Arnold Henry Guyot (September 28, 1807 - February 8, 1884) was a Swiss-American geologist and geographer. Though he intended to join the ministry, during his education he became familiar with the natural sciences, working with close friend Louis Agassiz and forming a connection with von Humboldt. At Agassiz’ urging he studied glaciers in the Swiss Alps, and presented to the Geological Society of France what would be the first important data on glacial motion. He became professor of history and geography at the College of Neuchâtel. On its closing, he emigrated to the United States with his mother, sister and nephew, the draftsman Ernest Sandoz. There he would become a lecturer, first at the Lowell Institute, and later as a professor of geography and geology at Princeton. During his professorship he worked for the Smithsonian Institution in order to develop a national meteorological system, which would result in the formation of the United States Weather Bureau. He was accompanied in his emigration by his produced a number of text books, as well as a series of educational wall maps. Guyot produced maps in conjunction with his nephew from about 1857 to 1881. His work with Sandoz included the first detailed maps of the Catskills and the Southern Appalachians. Learn More...

Ernest C. Sandoz (1830 - April 6, 1908) was a Swiss-American draftsman and cartographer. He was nephew of the geologist and geographer Arnold Henry Guyot, and emigrated to the United States with his uncle, mother and grandmother in about 1848. While nothing is known of his early education, it is clear that he followed Guyot as long as his uncle lived, working with him throughout his career. Guyot, in his last will and testament, bequeathed rights to his wall maps and the map of the Catskills to Sandoz ‘who has been, during so many years, for me as an affectionate son and a constant help.’ Sandoz is credited with no fewer than twenty maps, the vast majority of which were under Guyot’s direction. In spite of this, Sandoz’s draftsmanship does not appear to have been his only labor: his September 14, 1863 draft registration lists his profession as ‘Gardiner.’(sic.) Learn More...

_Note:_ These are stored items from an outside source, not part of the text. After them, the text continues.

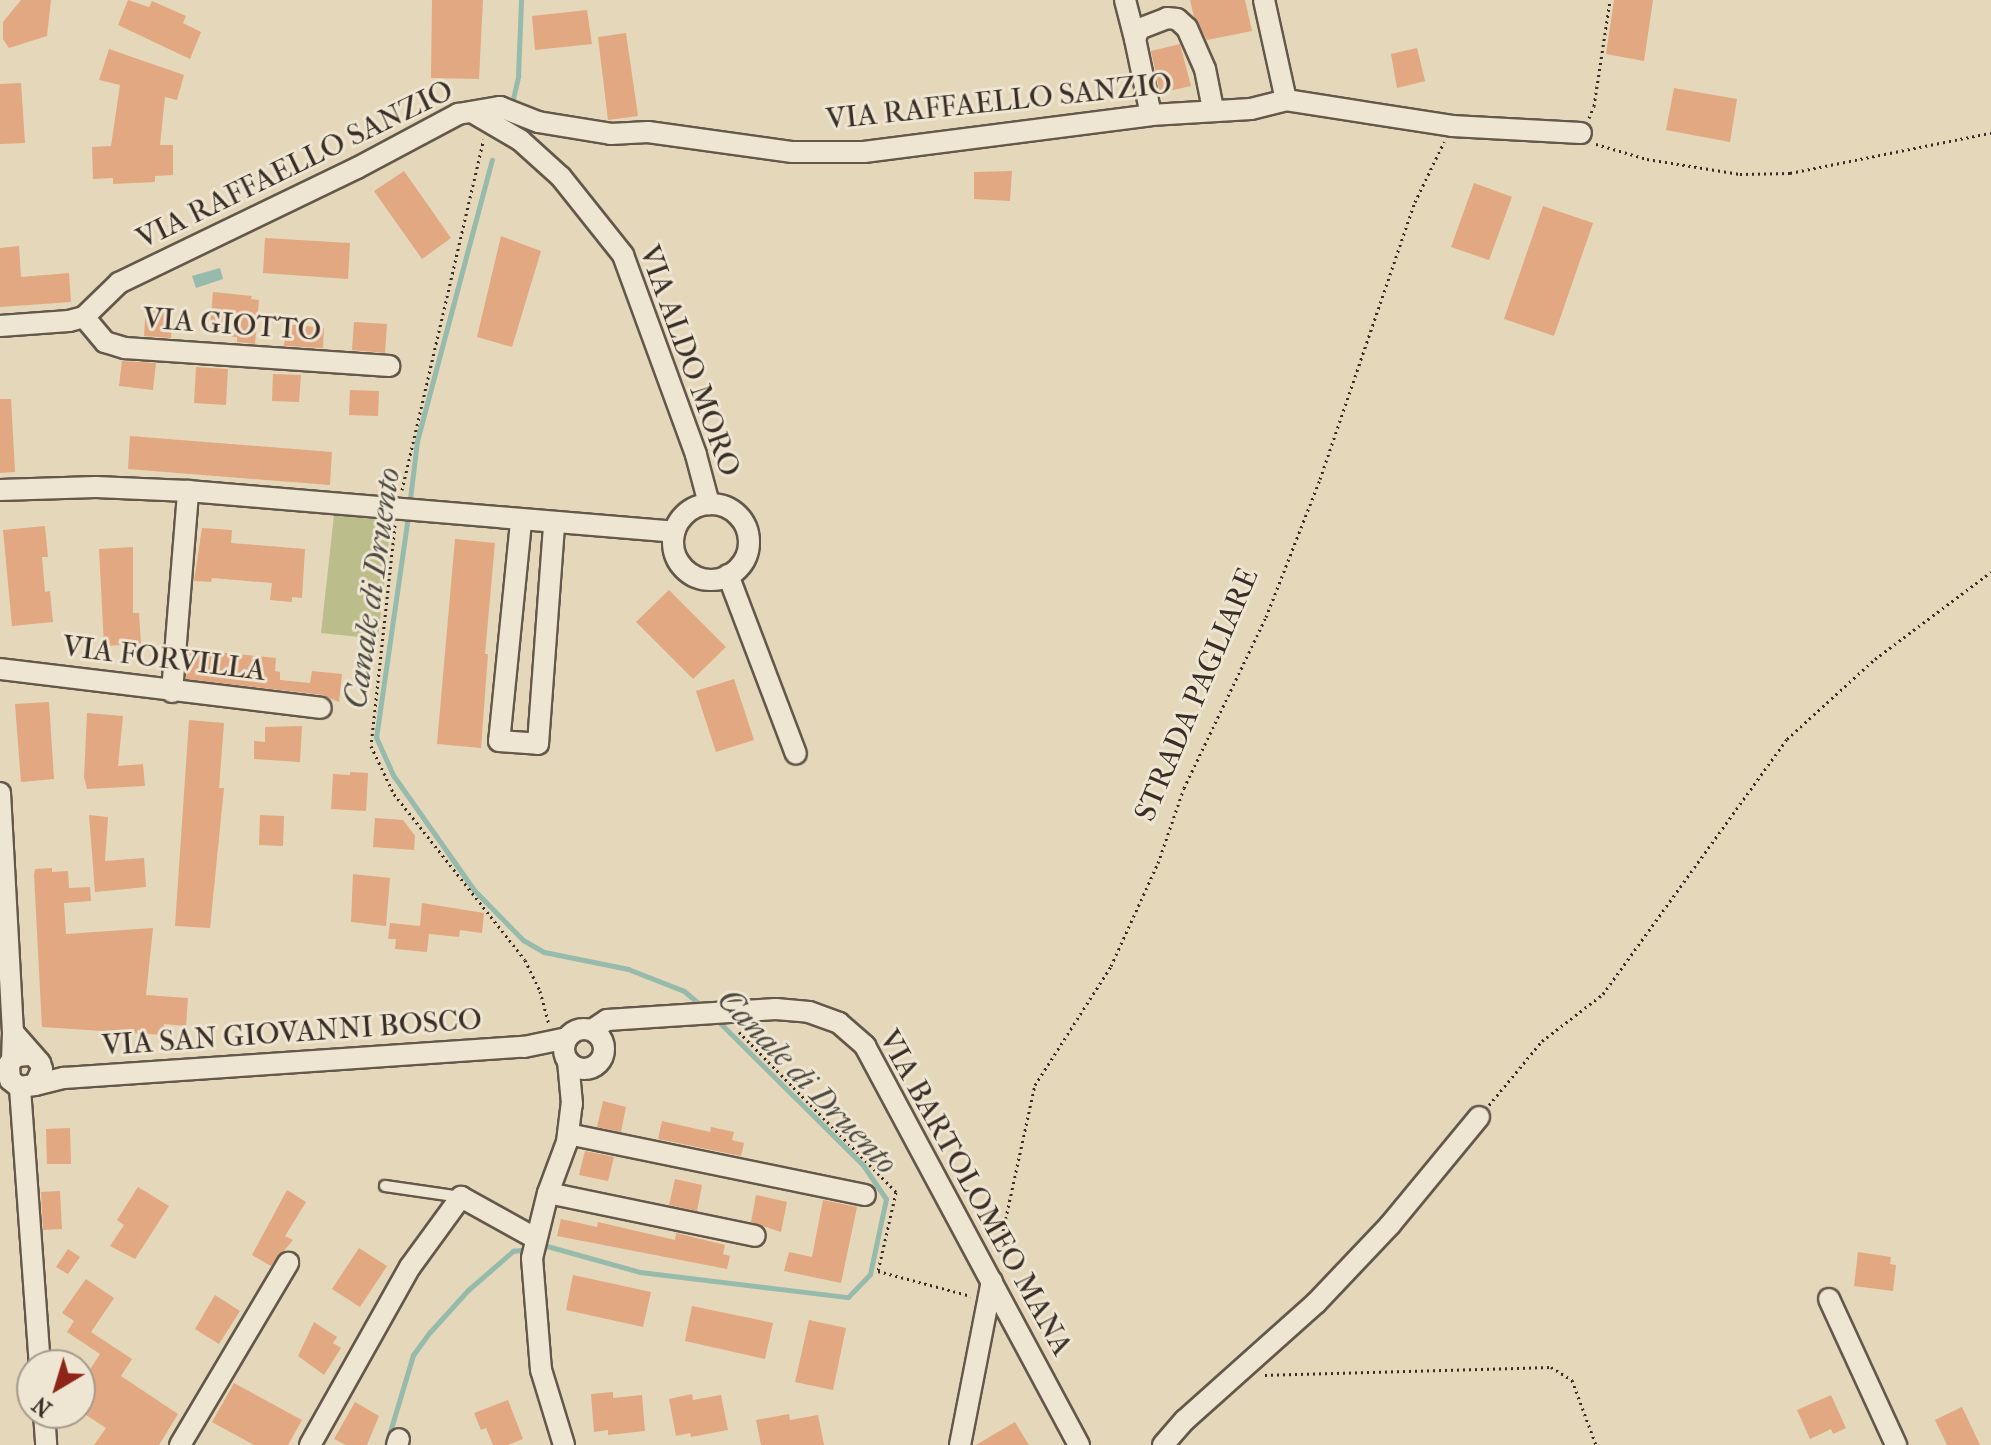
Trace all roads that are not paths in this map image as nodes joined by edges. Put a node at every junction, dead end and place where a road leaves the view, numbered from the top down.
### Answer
1 (1125, 0) edge
2 (1180, 0) edge
3 (1264, 0) edge
4 (1187, 28) junction
5 (1135, 39) junction
6 (1286, 100) junction
7 (1213, 109) junction
8 (1151, 115) junction
9 (480, 116) junction
10 (1581, 133) road end
11 (84, 317) junction
12 (0, 326) edge
13 (389, 366) dead end
14 (0, 490) edge
15 (188, 491) junction
16 (709, 504) junction
17 (521, 522) junction
18 (554, 525) junction
19 (674, 532) junction
20 (728, 575) junction
21 (0, 669) edge
22 (172, 692) junction
23 (321, 708) dead end
24 (796, 754) dead end
25 (0, 793) edge
26 (643, 1020) junction
27 (592, 1030) junction
28 (563, 1049) junction
29 (601, 1056) junction
30 (18, 1076) edge
31 (572, 1104) junction
32 (1479, 1117) road end
33 (568, 1134) junction
34 (385, 1186) dead end
35 (548, 1193) junction
36 (865, 1195) dead end
37 (461, 1197) junction
38 (755, 1236) dead end
39 (534, 1246) junction
40 (288, 1263) dead end
41 (990, 1291) junction
42 (1829, 1299) dead end
43 (39, 1349) edge
44 (180, 1445) edge
45 (310, 1445) edge
46 (564, 1445) edge
47 (960, 1445) edge
48 (1079, 1445) edge
49 (1163, 1445) edge
50 (1896, 1445) edge

1 - 5 street
2 - 4 street
3 - 6 street
4 - 5 street
4 - 7 street
5 - 8 street
6 - 7 street, VIA RAFFAELLO SANZIO
6 - 10 street, VIA RAFFAELLO SANZIO
7 - 8 street, VIA RAFFAELLO SANZIO
8 - 9 street, VIA RAFFAELLO SANZIO
9 - 11 street, VIA RAFFAELLO SANZIO
9 - 16 street, VIA ALDO MORO
11 - 12 street
11 - 13 street, VIA GIOTTO
14 - 15 street
15 - 17 street
15 - 22 street
16 - 19 street
16 - 20 street
17 - 18 street
17 - 18 street
18 - 19 street
19 - 20 street
20 - 24 street
21 - 22 street, VIA FORVILLA
22 - 23 street, VIA FORVILLA
25 - 30 street
26 - 27 street, VIA BARTOLOMEO MANA
26 - 29 street, VIA BARTOLOMEO MANA
26 - 41 street, VIA BARTOLOMEO MANA
27 - 28 street
27 - 29 street
28 - 29 street
28 - 30 street, VIA SAN GIOVANNI BOSCO
28 - 31 street
29 - 31 street, VIA BARTOLOMEO MANA
30 - 43 street
31 - 33 street
32 - 49 street
33 - 35 street
33 - 36 street
34 - 37 lane
35 - 38 street
35 - 39 street
37 - 39 street
37 - 45 street
39 - 46 street
40 - 44 street
41 - 47 street
41 - 48 street, VIA BARTOLOMEO MANA
42 - 50 street

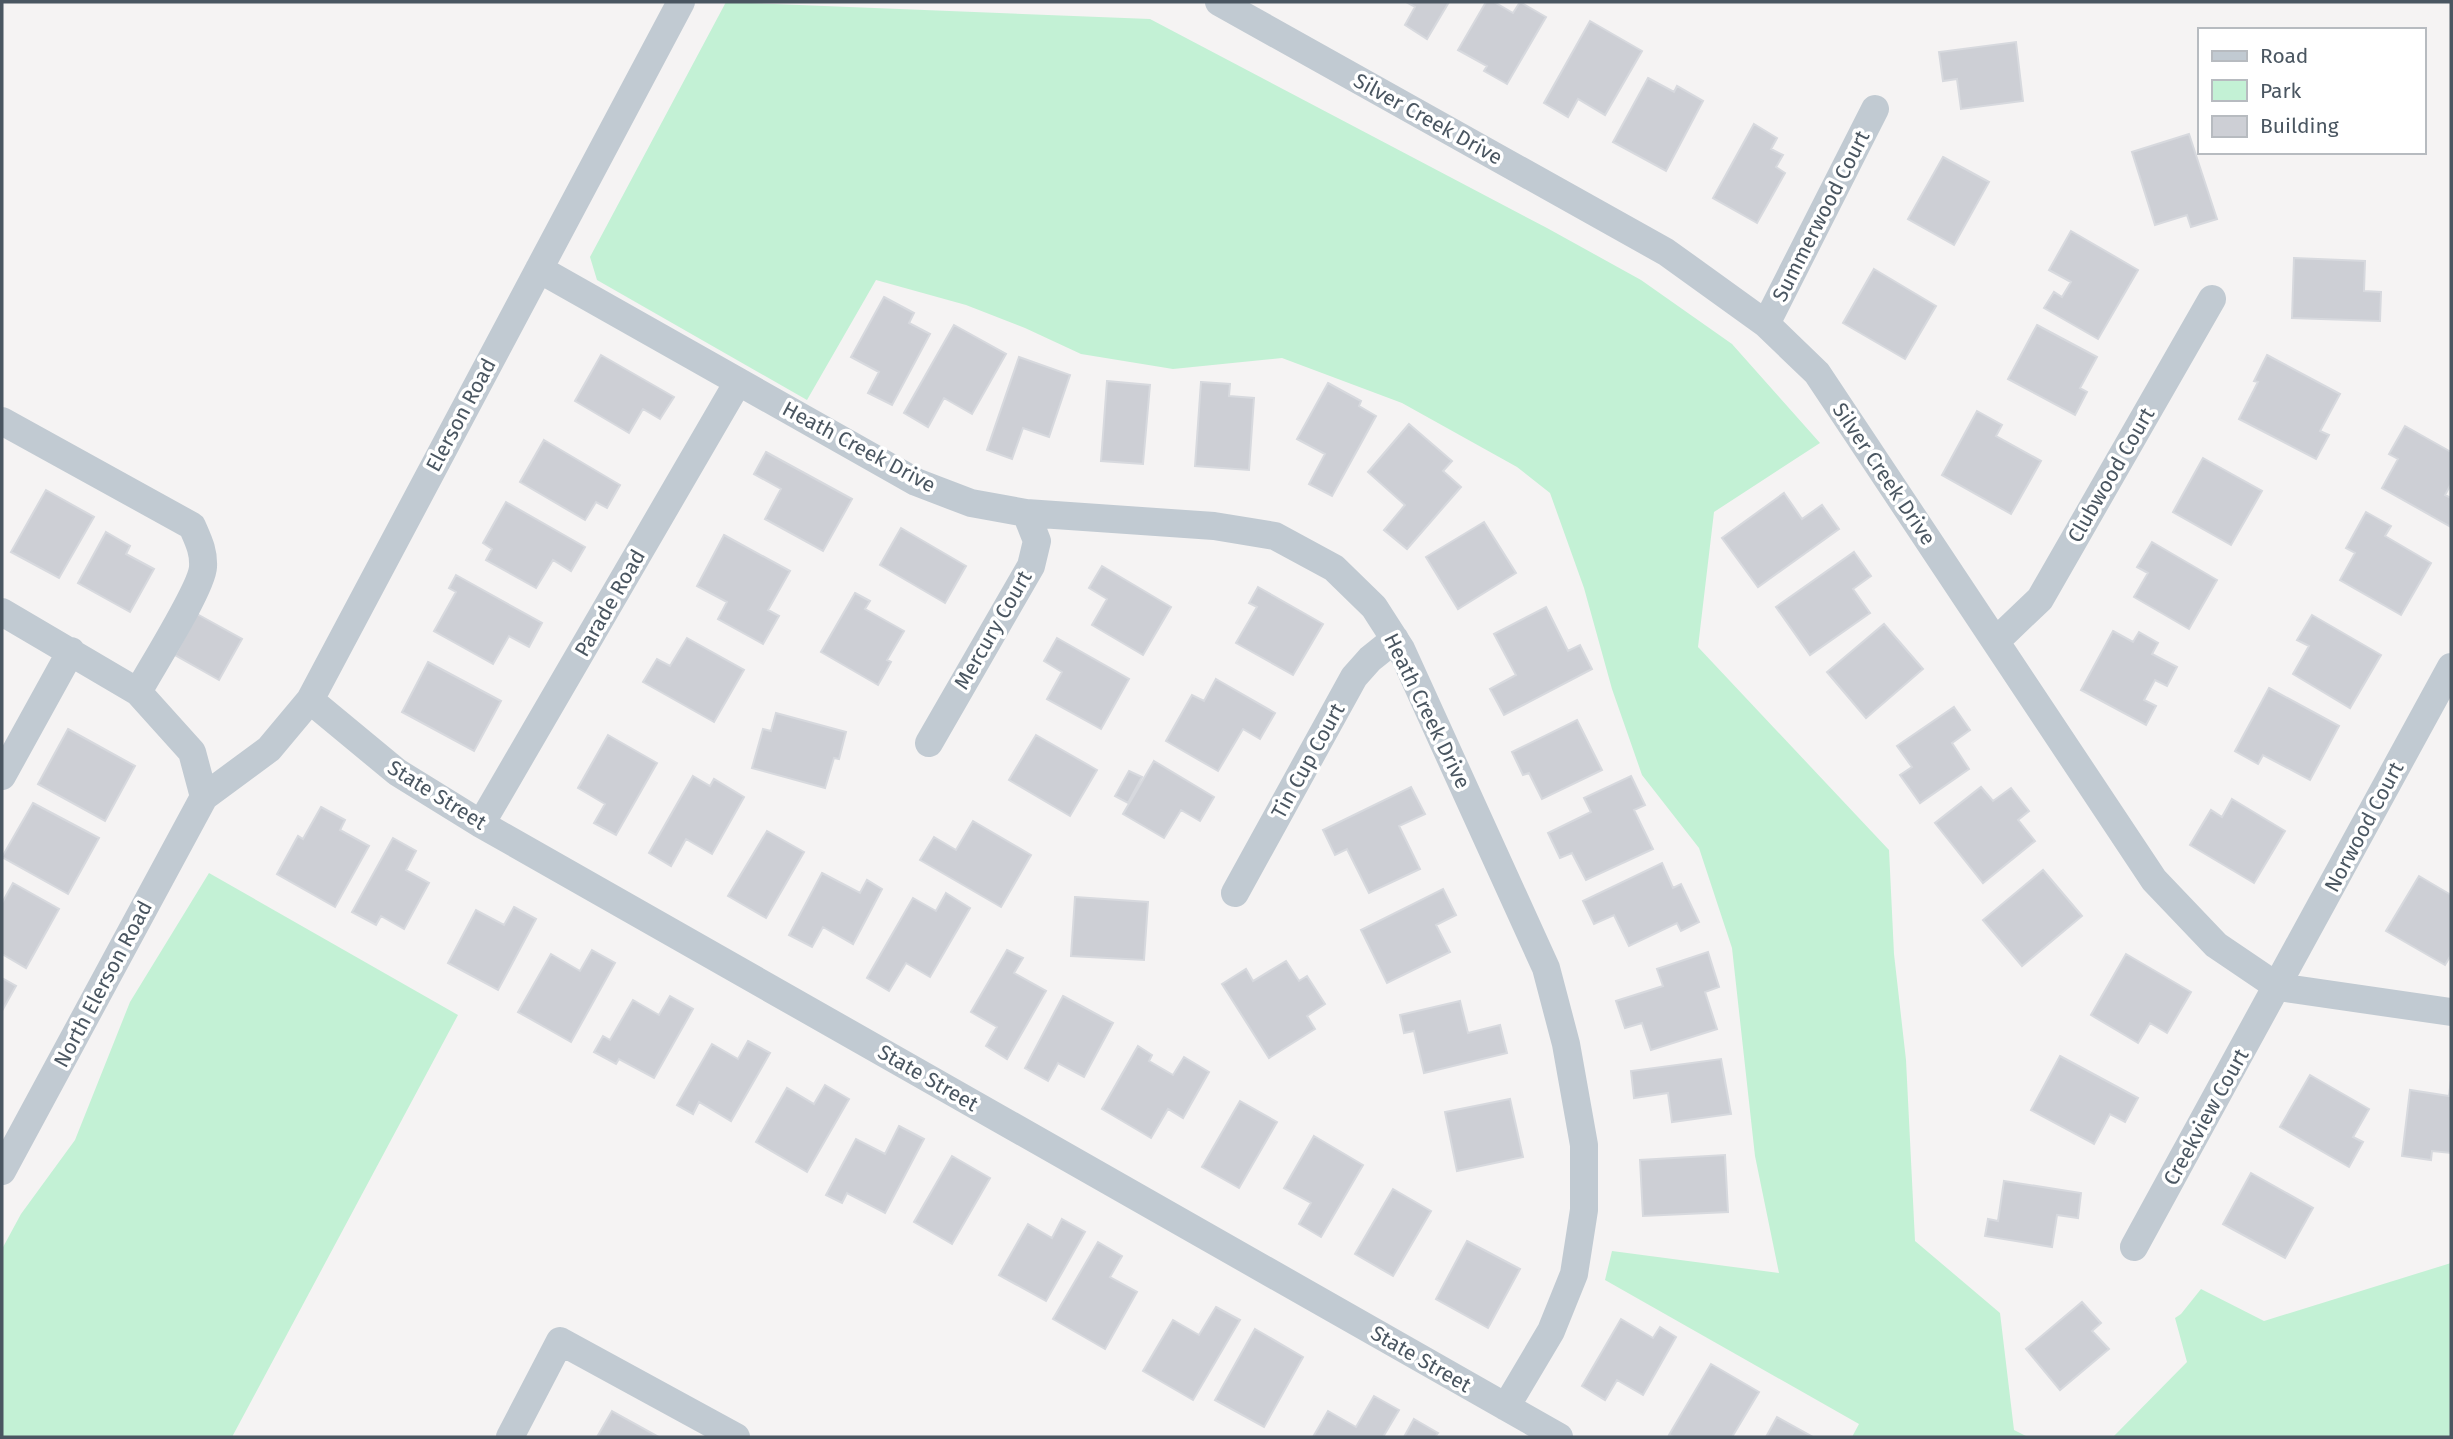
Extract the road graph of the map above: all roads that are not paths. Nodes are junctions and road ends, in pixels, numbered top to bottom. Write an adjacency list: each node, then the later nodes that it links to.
1 (681, 2): 4 (street, Elerson Road)
2 (1219, 2): 6 (street, Silver Creek Drive)
3 (1875, 109): 6 (street, Summerwood Court)
4 (539, 269): 7 (street, Heath Creek Drive); 16 (street, Elerson Road)
5 (2212, 299): 12 (street, Clubwood Court)
6 (1766, 324): 12 (street, Silver Creek Drive)
7 (738, 382): 9 (street, Heath Creek Drive); 20 (street, Parade Road)
8 (2, 421): 15 (street)
9 (1026, 513): 11 (street, Heath Creek Drive); 17 (street, Mercury Court)
10 (2, 612): 13 (street)
11 (1395, 639): 21 (street, Tin Cup Court); 26 (street, Heath Creek Drive)
12 (1996, 641): 22 (street, Silver Creek Drive)
13 (71, 651): 15 (street); 18 (street)
14 (2451, 667): 22 (street, Norwood Court)
15 (138, 692): 19 (street)
16 (310, 700): 19 (street, Elerson Road); 20 (street, State Street)
17 (929, 743)
18 (2, 776)
19 (204, 797): 24 (street, North Elerson Road)
20 (481, 824): 26 (street, State Street)
21 (1235, 893)
22 (2278, 987): 23 (street, Silver Creek Drive); 25 (street, Creekview Court)
23 (2451, 1012)
24 (2, 1171)
25 (2134, 1247)
26 (1506, 1407): 29 (street, State Street)
27 (510, 1437): 28 (street)
28 (736, 1437)
29 (1559, 1437)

Joseph Schedler (April 22 1813 - December 12, 1887) was a New York based engraver, printer, lithographer, and globe maker active from about 1850 to at least 1889. Schedler was born in Germany and immigrated to the United States, a Forty-Eighter fleeing the German Revolutions of 1848-1849. He was active from at least 1850 when he partnered with fellow German immigrant, the landscape artist, painter, and engraver, Theodore August Liebler (1830 – 18??), to found the lithography firm of Schedler and Liebler, 129 William Street. The firm completed engraving work for J. H. Colton as early as 1852 but probably dissolved by 1854. Schedler filed a patent in 1878 for a crystallotype machine, a device the employed electrotyping to print textured crystalline surfaces. He is best known today as a globe maker. Joseph Schedler's globes won prizes at the Paris International Exhibition in 1867, the American Institute Fair in 1869 and the Vienna International Exhibition in 1873. From at least 1876 records suggest he relocated to Jersey City, New Jersey. Schedler's son, Herman, was also a globe maker, and inherited his father's business sometime around 1877, producing globes will to about 1901. Learn More...


Good condition. Some mended folds with virually no loss; slight staining from removed boards.


OCLC 27982420. Leventhal Map Center G3802.C3.